Imaging plays a crucial role in diagnosing and guiding the treatment of acute mediastinitis. Chest CT is the most valuable and commonly performed modality. The CT scans can reveal mediastinal air-fluid levels, accumulations in the neck, and soft tissue swelling. The Van Minh study in Vietnam recorded 100% air accumulation and mediastinal fluid and 42.5% pneumothorax or pleural fluid (19). In our study, 81.3% of patients had mediastinal air fluid, and 56.3% had pneumothorax or pleural fluid. Oesophageal endoscopy is essential for diagnosing and treating patients with acute mediastinitis, particularly in cases of oesophageal perforation. In our study, eight cases underwent oesophagoscopy; 50% had perforation due to a foreign body, 37.5% due to a tumor, and 12.5% due to oesophagitis.

Investigation of microbiological characteristics is essential for diagnosis and treatment. Van Minh (19) and Jablonski et al. (20) reported that Streptococcus sp. accounted for the highest proportions in their studies, with 35% and 11.4%, respectively. In contrast, our study found that S. aureus was the most common, accounting for 28.6%. The prevalence of fungi in our study was 9.4%, which is similar to the findings of Van Minh (19). Staphylococci and streptococci are the two most common aerobic bacteria. While previous studies indicated a higher percentage of streptococci, our study recorded a higher percentage of staphylococci. This difference may be due to variations in aetiological groups, underlying diseases, and risk factors for specific infections across study populations.

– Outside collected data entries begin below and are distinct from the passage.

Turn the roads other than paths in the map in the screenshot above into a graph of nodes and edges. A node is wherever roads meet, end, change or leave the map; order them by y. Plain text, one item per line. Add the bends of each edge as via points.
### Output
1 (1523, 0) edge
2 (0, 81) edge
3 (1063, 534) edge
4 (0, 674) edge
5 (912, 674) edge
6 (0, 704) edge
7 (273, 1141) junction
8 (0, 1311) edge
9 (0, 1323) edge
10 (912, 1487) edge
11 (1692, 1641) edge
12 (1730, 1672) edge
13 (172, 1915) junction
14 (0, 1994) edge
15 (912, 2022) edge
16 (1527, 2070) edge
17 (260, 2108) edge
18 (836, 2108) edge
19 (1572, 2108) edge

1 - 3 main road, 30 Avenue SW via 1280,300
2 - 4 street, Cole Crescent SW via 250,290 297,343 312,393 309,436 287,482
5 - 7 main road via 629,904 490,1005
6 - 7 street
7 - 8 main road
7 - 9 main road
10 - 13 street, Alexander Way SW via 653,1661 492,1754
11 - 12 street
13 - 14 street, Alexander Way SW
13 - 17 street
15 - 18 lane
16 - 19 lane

The two most common causes of acute mediastinitis are DNM and oesophageal perforation. Vodicka et al. found that cervical abscesses spreading to the mediastinum accounted for 48.8% and oesophageal perforation for 42.5% (8). Our study showed similar results, with cervical abscesses spreading to the mediastinum accounting for 43.8% and oesophageal perforation for 34.4%.

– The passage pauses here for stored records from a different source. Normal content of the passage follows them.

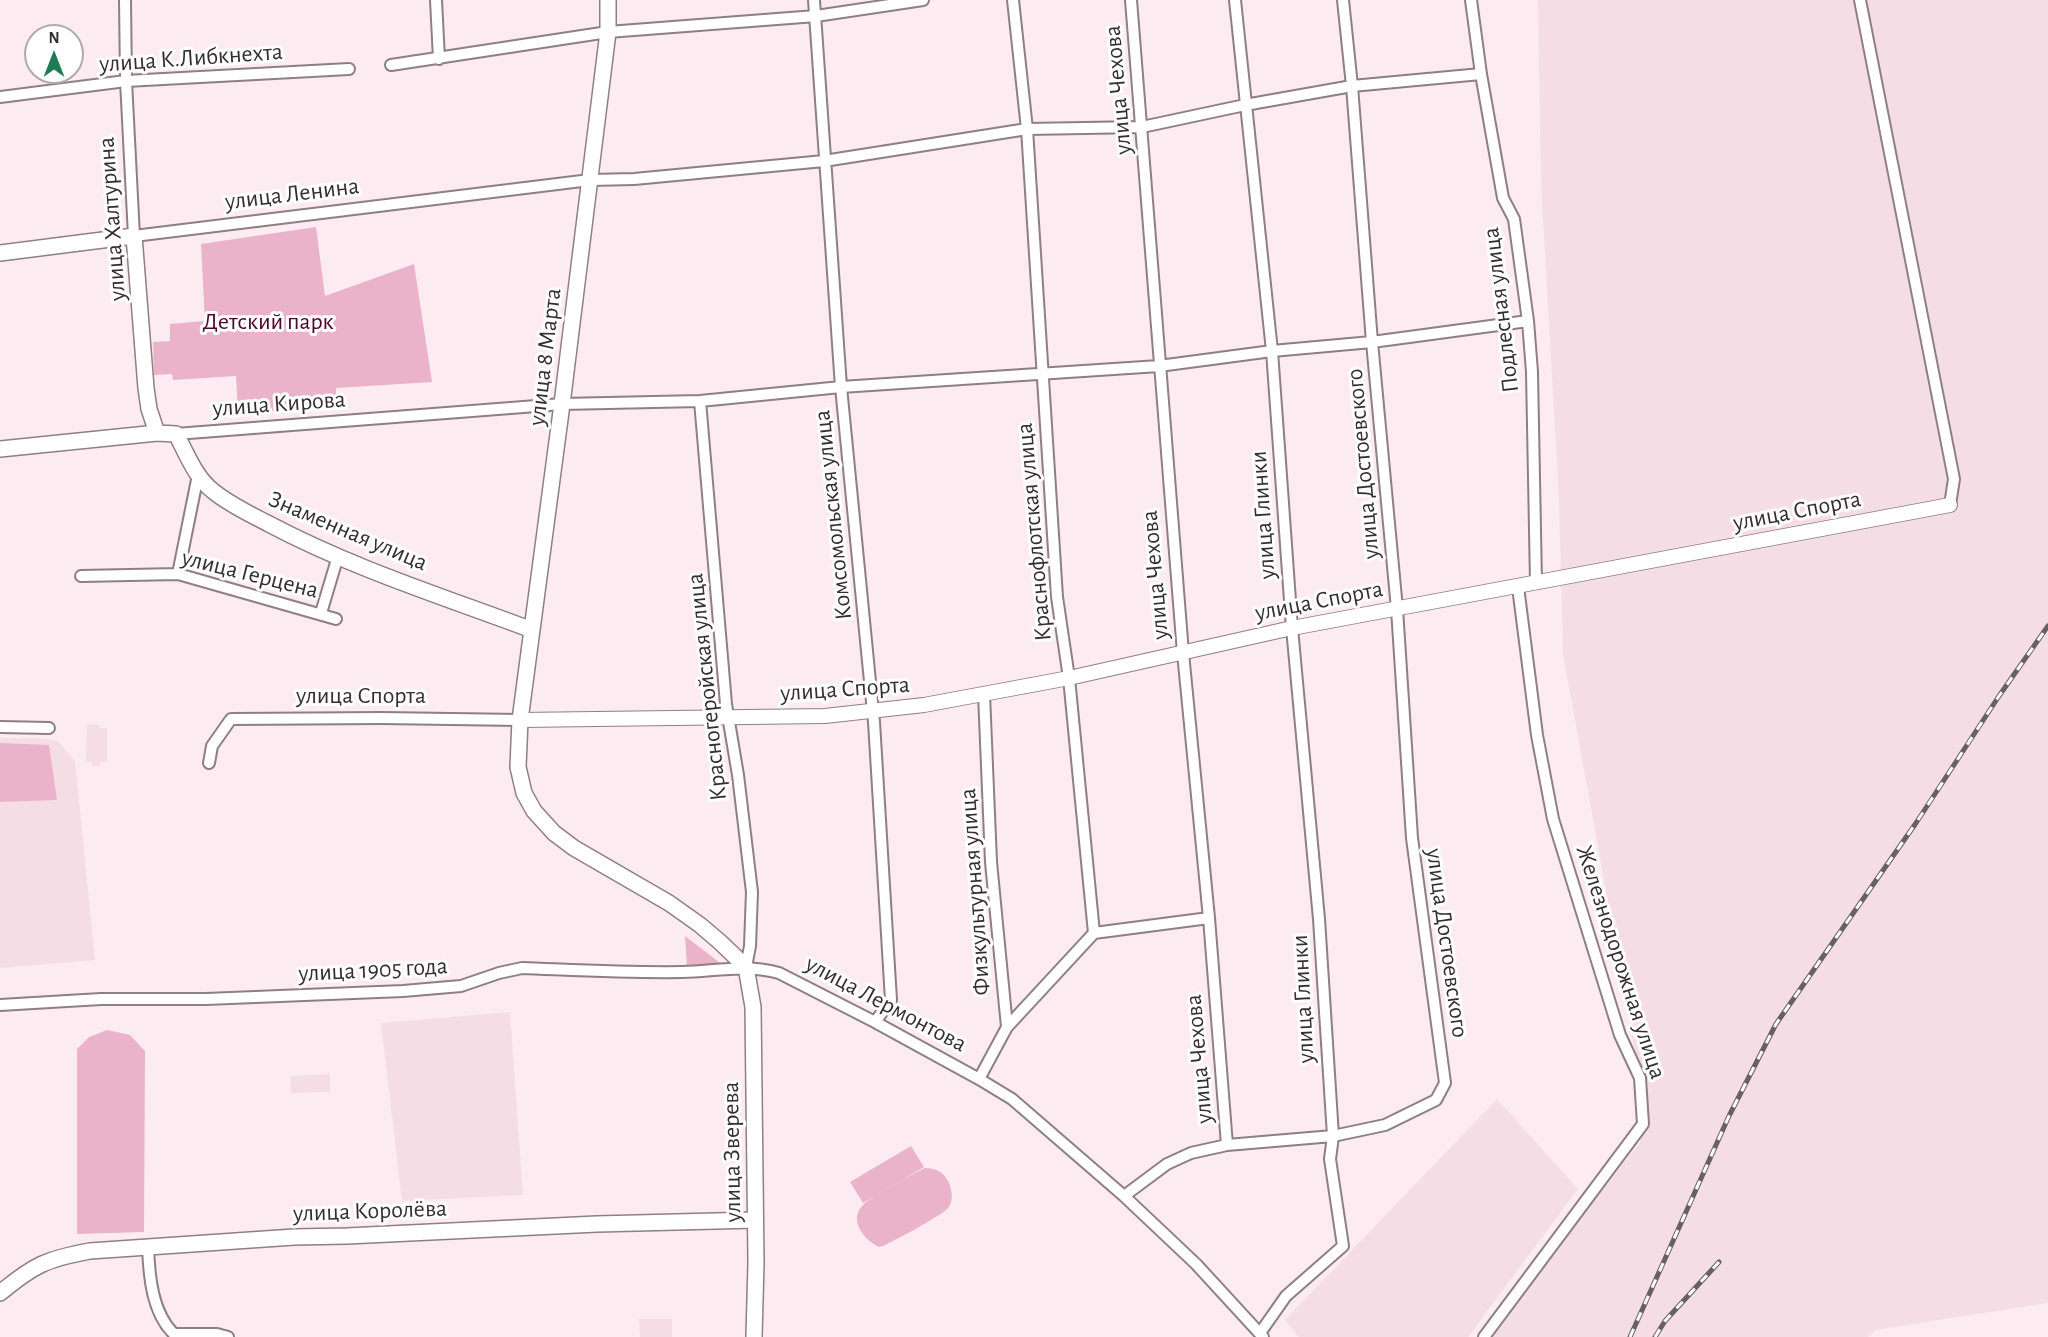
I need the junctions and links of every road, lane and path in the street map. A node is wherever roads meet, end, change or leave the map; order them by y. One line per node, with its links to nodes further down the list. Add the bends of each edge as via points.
1 (125, 0): 18 (street, улица Халтурина)
2 (436, 0): 14 (street)
3 (608, 0): 13 (main road, улица 8 Марта)
4 (814, 0): 12 (street, Комсомольская улица)
5 (923, 0): 12 (street)
6 (1013, 0): 23 (street, Краснофлотская улица)
7 (1131, 0): 22 (street, улица Чехова)
8 (1235, 0): 21 (street, улица Глинки)
9 (1343, 0): 19 (street, улица Достоевского)
10 (1471, 0): 17 (street, Подлесная улица)
11 (1860, 0): 40 (street, улица Спорта, via 1954,479)
12 (816, 16): 13 (street); 24 (street, Комсомольская улица)
13 (608, 32): 14 (street); 25 (main road, улица 8 Марта)
14 (440, 59): 15 (street)
15 (391, 65)
16 (349, 69): 18 (street, улица К.Либкнехта)
17 (1481, 74): 19 (street, улица Ленина); 28 (street, Подлесная улица, via 1503,198 1514,219)
18 (126, 81): 20 (street, улица К.Либкнехта); 26 (street, улица Халтурина)
19 (1352, 86): 21 (street, улица Ленина); 29 (street, улица Достоевского)
20 (0, 97)
21 (1245, 105): 22 (street, улица Ленина); 30 (street, улица Глинки)
22 (1142, 127): 23 (street, улица Ленина); 31 (street, улица Чехова)
23 (1027, 129): 24 (street, улица Ленина); 32 (street, Краснофлотская улица)
24 (824, 161): 25 (street, улица Ленина); 33 (street, Комсомольская улица)
25 (590, 180): 26 (street, улица Ленина); 35 (main road, улица 8 Марта)
26 (134, 236): 27 (main road, улица Ленина); 36 (main road, улица Халтурина, via 146,388)
27 (0, 253)
28 (1528, 321): 29 (street, улица Кирова); 44 (street, Подлесная улица)
29 (1372, 342): 30 (street, улица Кирова); 46 (street, улица Достоевского)
30 (1272, 351): 31 (street, улица Кирова); 49 (street, улица Глинки)
31 (1160, 366): 32 (street, улица Кирова); 51 (street, улица Чехова)
32 (1042, 373): 33 (street, улица Кирова); 52 (street, Краснофлотская улица, via 1058,597)
33 (841, 387): 34 (street, улица Кирова); 54 (street, Комсомольская улица)
34 (700, 401): 35 (street, улица Кирова); 55 (street, Красногеройская улица)
35 (562, 404): 37 (street, улица Кирова); 50 (main road, улица 8 Марта)
36 (157, 433): 37 (main road, улица Кирова); 38 (main road, улица Кирова)
37 (176, 434): 39 (main road, Знаменная улица)
38 (0, 449)
39 (198, 475): 41 (main road, Знаменная улица, via 234,505); 42 (street)
40 (1950, 505): 44 (street, улица Спорта)
41 (338, 556): 47 (street); 50 (main road, Знаменная улица)
42 (178, 574): 43 (street, улица Герцена); 47 (street, улица Герцена)
43 (81, 576)
44 (1536, 583): 45 (street, улица Спорта)
45 (1518, 587): 46 (street, улица Спорта); 76 (street, Железнодорожная улица, via 1537,735 1553,819 1620,1035 1640,1078 1643,1124)
46 (1397, 609): 49 (street, улица Спорта); 67 (street, улица Достоевского, via 1412,838 1445,1083 1436,1100 1385,1125)
47 (321, 614): 48 (street, улица Герцена)
48 (336, 619)
49 (1292, 628): 51 (street, улица Спорта); 67 (street, улица Глинки, via 1319,919)
50 (532, 630): 56 (main road, улица 8 Марта)
51 (1183, 653): 52 (street, улица Спорта); 60 (street, улица Чехова)
52 (1069, 678): 53 (street, улица Спорта); 61 (street, Краснофлотская улица)
53 (984, 694): 54 (street, улица Спорта); 65 (street, Физкультурная улица, via 991,862)
54 (873, 712): 55 (street, улица Спорта); 64 (street, Комсомольская улица, via 891,1000)
55 (728, 718): 56 (street, улица Спорта); 62 (street, Красногеройская улица, via 752,892)
56 (520, 720): 59 (street, улица Спорта, via 231,719 212,746); 62 (main road, via 520,781 541,819 574,848 700,925)
57 (0, 727): 58 (street)
58 (49, 728)
59 (209, 763)
60 (1209, 918): 61 (street); 68 (street, улица Чехова)
61 (1094, 933): 65 (street)
62 (746, 967): 63 (street, улица 1905 года, via 682,972 522,968 461,986 403,992); 64 (street, улица Лермонтова, via 779,973); 70 (main road, улица Зверева, via 753,1007)
63 (0, 1005)
64 (875, 1022): 66 (street, улица Лермонтова)
65 (1007, 1027): 66 (street, Физкультурная улица)
66 (979, 1079): 69 (street, улица Лермонтова, via 1011,1099)
67 (1333, 1136): 68 (street); 73 (street, улица Глинки, via 1330,1159 1343,1246 1286,1296)
68 (1227, 1145): 69 (street, via 1191,1153 1167,1164)
69 (1124, 1196): 73 (street, улица Лермонтова, via 1196,1264)
70 (755, 1220): 71 (main road, улица Королёва, via 566,1225); 75 (main road, улица Зверева)
71 (148, 1246): 72 (main road, улица Королёва, via 57,1257 22,1275); 74 (street, via 157,1310 165,1325 174,1334)
72 (0, 1293)
73 (1261, 1335)
74 (228, 1337)
75 (754, 1337)
76 (1484, 1337)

Acute mediastinitis requires prompt antibiotic treatment, preferably initiated as soon as possible. Severe infections necessitate hospitalization in the ICU. Surgical treatments vary based on the cause and severity of the disease, and clinicians tailor the treatment strategy accordingly. In cases of DNM, Vodicka et al. reported that 61.5% of patients were treated with cervical drainage alone, while 38.5% required both neck drainage and thoracotomy (8). In our study, 42.9% of patients underwent cervical drainage, and 57.1% underwent thoracotomy for mediastinal drainage. All cases of cervical abscess spreading to the mediastinum required surgery, typically involving neck abscess drainage and thoracotomy, depending on the extent of spread and the patient's condition. For oesophageal perforation, a multidisciplinary approach is crucial for optimal outcomes. Minor oesophageal lacerations may be treated non-surgically, while surgical options include gastrostomy or jejunostomy feeding, thoracotomy for mediastinal drainage, or oesophagectomy. Mediastinal and pleural irrigation is a supportive and effective method for treating mediastinitis.

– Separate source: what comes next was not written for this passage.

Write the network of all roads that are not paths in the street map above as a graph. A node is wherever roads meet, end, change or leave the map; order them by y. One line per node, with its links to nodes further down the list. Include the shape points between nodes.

Our study is a descriptive observational study with a relatively small sample size, limiting the ability to analyze factors related to treatment outcomes comprehensively. However, given the rarity of acute mediastinitis, clinical data are scarce. This study provides valuable insights into the clinical, laboratory, imaging, and microbiological characteristics of patients with acute mediastinitis, as well as treatment outcomes. This data is crucial for clinicians as it adds to the limited pool of information available on this disease, particularly in Vietnam. Furthermore, our findings contribute to the global literature database on acute mediastinitis, offering insights from a Southeast Asian country.

5.1. Conclusions

Our study shows that acute mediastinitis mainly affects older adults and males, often presenting with fever and chest pain. CT scans were critical for diagnosis, typically revealing mediastinal air-fluid levels and fat stranding. The primary causes were DNM and oesophageal perforation. Surgical interventions, including neck drainage and thoracotomy, were essential. Significant complications like severe sepsis, septic shock, and pneumonia were common, with a mortality rate of 9.4%. These findings emphasize the need for prompt, multidisciplinary approaches to improve outcomes for acute mediastinitis in Southeast Asia.